Il vescovo alla messa in onore del santo: "Per noi è oggi, oltre che patrono, protettore, intercessore, modello fulgido che ha saputo incarnare nella propria vita il vangelo del Signore"

"San Giovenale è per noi oggi, oltre che patrono, protettore, intercessore, modello fulgido che ha saputo incarnare nella propria vita il vangelo del Signore; ha saputo essere di lui carne viva nel tempo in cui ha vissuto". Con queste parole monsignor Francesco Antonio Soddu ha celebrato la festa del santo patrono Giovenale. 

San Giovenale primo vescovo di Narni vissuto nel IV secolo, originario dell’Africa del nord, giovane medico, giunge a Roma, forse per sfuggire alle persecuzioni o per perfezionare gli studi. Per la sua pietà il papa San Damaso I lo ordinò vescovo di Narni nel 368. Giovenale svolse con amore e fedeltà il ministero, affidatogli da Gesù alla guida della comunità. Si pose ad evangelizzare, organizzando la vita civile e soprattutto ecclesiale.
Una presenza viva quella di San Giovenale, che con la sua predicazione divenne l’anima dell’intera città nei secoli difficili delle persecuzioni contro i cristiani. Ancora oggi la festa in suo onore si rinnova con la solennità che da sempre i narnesi riservano al loro santo patrono.
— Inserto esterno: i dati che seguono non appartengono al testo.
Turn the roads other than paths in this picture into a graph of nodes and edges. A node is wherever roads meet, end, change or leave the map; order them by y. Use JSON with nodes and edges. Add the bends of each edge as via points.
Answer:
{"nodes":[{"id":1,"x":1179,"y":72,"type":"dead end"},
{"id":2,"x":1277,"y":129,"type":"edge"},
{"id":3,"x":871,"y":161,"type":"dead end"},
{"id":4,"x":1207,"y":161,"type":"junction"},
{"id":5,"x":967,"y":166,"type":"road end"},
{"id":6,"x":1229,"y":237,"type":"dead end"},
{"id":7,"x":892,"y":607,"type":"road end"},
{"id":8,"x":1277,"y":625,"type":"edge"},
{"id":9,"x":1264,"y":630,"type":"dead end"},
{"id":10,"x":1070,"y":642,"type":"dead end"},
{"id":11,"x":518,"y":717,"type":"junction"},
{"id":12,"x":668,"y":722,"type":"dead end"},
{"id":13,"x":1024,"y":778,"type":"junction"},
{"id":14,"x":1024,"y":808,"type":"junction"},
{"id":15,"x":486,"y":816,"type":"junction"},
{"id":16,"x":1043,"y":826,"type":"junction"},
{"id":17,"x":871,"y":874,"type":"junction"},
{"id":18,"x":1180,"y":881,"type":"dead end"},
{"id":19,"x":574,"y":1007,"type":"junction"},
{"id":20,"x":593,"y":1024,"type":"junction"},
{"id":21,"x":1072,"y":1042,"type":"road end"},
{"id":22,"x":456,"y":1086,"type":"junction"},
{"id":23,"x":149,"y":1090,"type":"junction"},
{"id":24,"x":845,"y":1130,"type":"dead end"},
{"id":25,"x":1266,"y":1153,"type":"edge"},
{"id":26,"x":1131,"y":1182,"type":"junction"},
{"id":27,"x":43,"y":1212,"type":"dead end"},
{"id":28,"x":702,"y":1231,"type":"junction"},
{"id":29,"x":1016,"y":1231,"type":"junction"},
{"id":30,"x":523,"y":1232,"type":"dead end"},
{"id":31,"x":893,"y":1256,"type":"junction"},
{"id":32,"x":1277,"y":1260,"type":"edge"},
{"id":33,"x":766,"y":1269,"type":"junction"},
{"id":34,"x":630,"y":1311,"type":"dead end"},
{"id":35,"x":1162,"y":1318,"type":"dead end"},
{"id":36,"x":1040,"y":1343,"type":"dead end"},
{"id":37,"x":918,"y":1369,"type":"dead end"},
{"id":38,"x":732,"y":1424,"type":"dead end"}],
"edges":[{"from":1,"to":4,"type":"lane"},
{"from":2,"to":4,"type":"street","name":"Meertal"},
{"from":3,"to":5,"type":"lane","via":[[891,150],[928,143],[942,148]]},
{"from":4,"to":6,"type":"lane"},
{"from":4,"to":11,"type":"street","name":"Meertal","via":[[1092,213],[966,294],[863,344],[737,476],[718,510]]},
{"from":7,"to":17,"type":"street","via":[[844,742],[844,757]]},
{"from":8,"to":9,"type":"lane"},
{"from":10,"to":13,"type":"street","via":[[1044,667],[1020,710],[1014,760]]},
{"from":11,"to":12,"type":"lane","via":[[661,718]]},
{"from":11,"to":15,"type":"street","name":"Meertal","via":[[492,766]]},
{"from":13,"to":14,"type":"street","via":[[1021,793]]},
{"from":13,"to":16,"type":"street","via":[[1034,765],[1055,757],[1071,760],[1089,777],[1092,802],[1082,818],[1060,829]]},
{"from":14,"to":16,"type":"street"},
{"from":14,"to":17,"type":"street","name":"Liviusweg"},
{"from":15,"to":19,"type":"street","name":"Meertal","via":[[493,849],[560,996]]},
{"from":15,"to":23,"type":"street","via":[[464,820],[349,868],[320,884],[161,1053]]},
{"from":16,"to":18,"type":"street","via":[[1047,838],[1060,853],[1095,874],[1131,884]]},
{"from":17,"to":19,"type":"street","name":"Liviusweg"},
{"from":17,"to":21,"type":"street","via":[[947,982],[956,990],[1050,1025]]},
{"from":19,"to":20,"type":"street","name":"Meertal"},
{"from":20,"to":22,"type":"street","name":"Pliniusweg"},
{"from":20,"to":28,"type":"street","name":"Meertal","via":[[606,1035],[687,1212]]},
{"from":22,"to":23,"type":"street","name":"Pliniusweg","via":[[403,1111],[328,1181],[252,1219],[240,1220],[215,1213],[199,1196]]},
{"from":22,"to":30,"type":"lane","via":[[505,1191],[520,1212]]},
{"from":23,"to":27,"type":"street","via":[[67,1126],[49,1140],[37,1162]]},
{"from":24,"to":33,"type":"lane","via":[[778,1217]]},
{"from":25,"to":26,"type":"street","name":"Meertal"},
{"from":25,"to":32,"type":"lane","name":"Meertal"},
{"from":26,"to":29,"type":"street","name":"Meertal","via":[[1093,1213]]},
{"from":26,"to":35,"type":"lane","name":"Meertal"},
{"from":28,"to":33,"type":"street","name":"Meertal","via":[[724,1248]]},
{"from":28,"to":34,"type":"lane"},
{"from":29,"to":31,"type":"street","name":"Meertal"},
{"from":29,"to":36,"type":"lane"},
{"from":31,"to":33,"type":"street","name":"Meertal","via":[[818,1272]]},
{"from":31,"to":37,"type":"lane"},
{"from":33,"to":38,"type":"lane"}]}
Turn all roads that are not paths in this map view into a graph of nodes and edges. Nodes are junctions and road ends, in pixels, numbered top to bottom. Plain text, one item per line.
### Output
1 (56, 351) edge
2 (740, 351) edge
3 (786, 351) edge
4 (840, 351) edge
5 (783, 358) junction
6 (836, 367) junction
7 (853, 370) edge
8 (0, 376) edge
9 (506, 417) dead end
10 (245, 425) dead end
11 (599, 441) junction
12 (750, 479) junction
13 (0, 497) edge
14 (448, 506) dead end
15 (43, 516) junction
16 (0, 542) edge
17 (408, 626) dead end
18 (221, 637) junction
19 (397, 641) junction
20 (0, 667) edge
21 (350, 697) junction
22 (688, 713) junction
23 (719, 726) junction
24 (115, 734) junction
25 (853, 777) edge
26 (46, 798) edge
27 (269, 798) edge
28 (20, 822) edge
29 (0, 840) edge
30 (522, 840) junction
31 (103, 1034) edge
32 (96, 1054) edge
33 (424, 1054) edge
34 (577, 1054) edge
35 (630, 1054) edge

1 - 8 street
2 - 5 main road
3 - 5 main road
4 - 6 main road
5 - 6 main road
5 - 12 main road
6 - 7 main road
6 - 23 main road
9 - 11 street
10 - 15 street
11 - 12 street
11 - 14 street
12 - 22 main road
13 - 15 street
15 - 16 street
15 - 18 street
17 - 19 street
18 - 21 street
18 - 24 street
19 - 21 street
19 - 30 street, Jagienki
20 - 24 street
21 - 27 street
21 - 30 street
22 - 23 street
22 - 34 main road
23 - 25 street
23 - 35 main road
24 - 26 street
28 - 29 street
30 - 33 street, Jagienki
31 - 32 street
Alla celebrazione nella concattedrale di Narni erano presenti il sindaco Francesco De Rebotti, che ha donato l’olio e acceso la lampada davanti al busto di San Giovenale e recitato la preghiera al santo patrono, la presidente della provincia di Terni Laura Pernazza, il prefetto vicario di Terni Andrea Gambassi, il questore di Terni Bruno Failla, autorità civili e militari, i rappresentanti delle parrocchie del narnese che hanno offerto i ceri, i rappresentanti dei Terziari Fraporta, Mezule e Santa Maria.e del corteo storico della Corsa all’anello, i cavalieri e dame del Santo Sepolcro di Gerusalemme e tanti fedeli narnesi. Hanno concelebrato il parroco don Sergio Rossini, il vicario generale della diocesi mons. Salvatore Ferdinandi, i canonici del capitolo della Concattedrale di Narni, i sacerdoti della vicaria di Narni. Ricordando la figura del santo patrono e primo vescovo di Narni, mons. Soddu ha sottolineato come: "San Giovenale è per noi oggi, oltre che patrono, protettore, intercessore, modello fulgido che ha saputo incarnare nella propria vita il vangelo del Signore; ha saputo essere di lui carne viva nel tempo in cui ha vissuto".

"Il vescovo Giovenale seppe mettere a frutto i medesimi insegnamenti di Paolo, primo fra tutti quello di vigilare su se stesso e sul gregge che gli era stato affidato - ha proseguito il presule -. Anche noi, qui presenti in questo tempo, apparteniamo a coloro che sono stati affrancati dal peccato e dalla morte mediante il sangue di Gesù. Tale è stato l’amore di Dio per noi, immenso, fino ad arrivare all’effusione del sangue del Figlio suo incarnato. E Giovenale, divenuto vescovo di questa città, non solo ha recepito tale insegnamento e raccolto tale eredità, ma ha anche compreso che dare la propria vita per questo medesimo motivo confermava il proprio essere pastore e lo incorporava visibilmente al Pastore per eccellenza".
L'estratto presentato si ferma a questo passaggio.